Thermal energy storage (TES) systems that employ latent heat storage materials have recently received more consideration because of their large heat storage volume and isothermal characteristics during heat storage and heat discharge. The phase change material (PCM) in the LHTES system accumulates large amounts of energy to a slight temperature extent by altering its phase. However, the low thermal conductivity of PCM is a major issue while using it in the LHTES system. Solid metal fins are used in PCM containers to surge the heat transfer rate and decrease the melting time. In this study, the experiments were performed under experimental conditions controlled using different mass flow rates of 2 L/min, 4 L/min, 6 L/min, and the heat transfer fluid (HTF) inlet temperature for the storage process is 70 ℃. The characteristics of the LHTES system are analyzed to accumulate the thermal energy in the spherical PCM container with and without solid internal fins.
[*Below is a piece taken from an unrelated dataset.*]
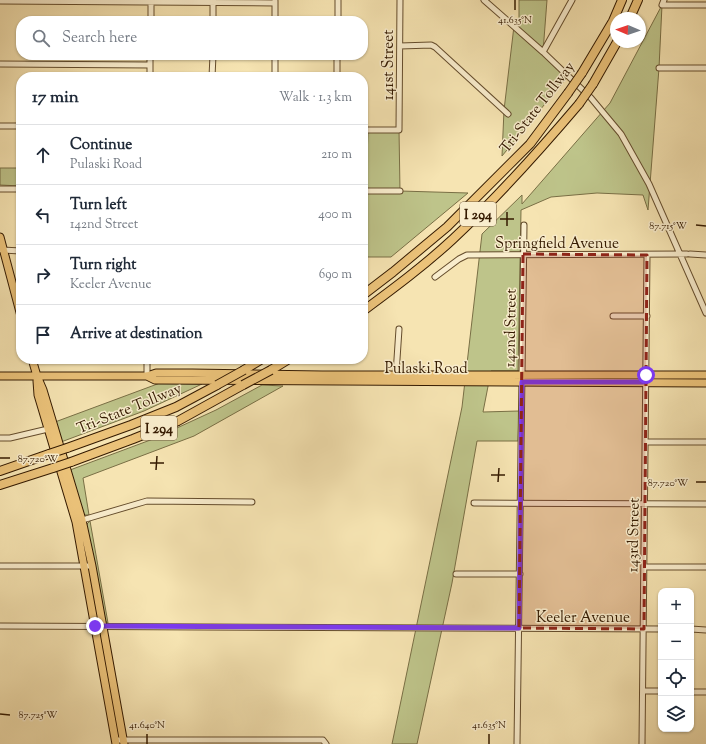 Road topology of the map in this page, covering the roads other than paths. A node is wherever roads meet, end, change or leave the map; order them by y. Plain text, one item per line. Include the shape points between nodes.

In this study, the granulated paraffin wax with a melting temperature of 61 ℃ was used as PCM. The water is used as the HTF to transfer the thermal energy from the source to the TES tank. The changes in temperature differences have been experimented with different HTF flow rates with all configurations of PCM containers to examine the temperature distribution. While increasing the flow rate between 2 and 6 L/min, we note that loading time is decreased by 38.46 % and 37.50 % for the case of stainless steel with fins and without fins spherical containers. The charging time is fallen by 36.36 % and 35.71 % while increasing the flow rate between 2 and 6 L/min for the case of mild steel with fins and without fins spherical containers. The cumulative heat stored is higher for fin configuration than no fin configuration spherical PCM containers.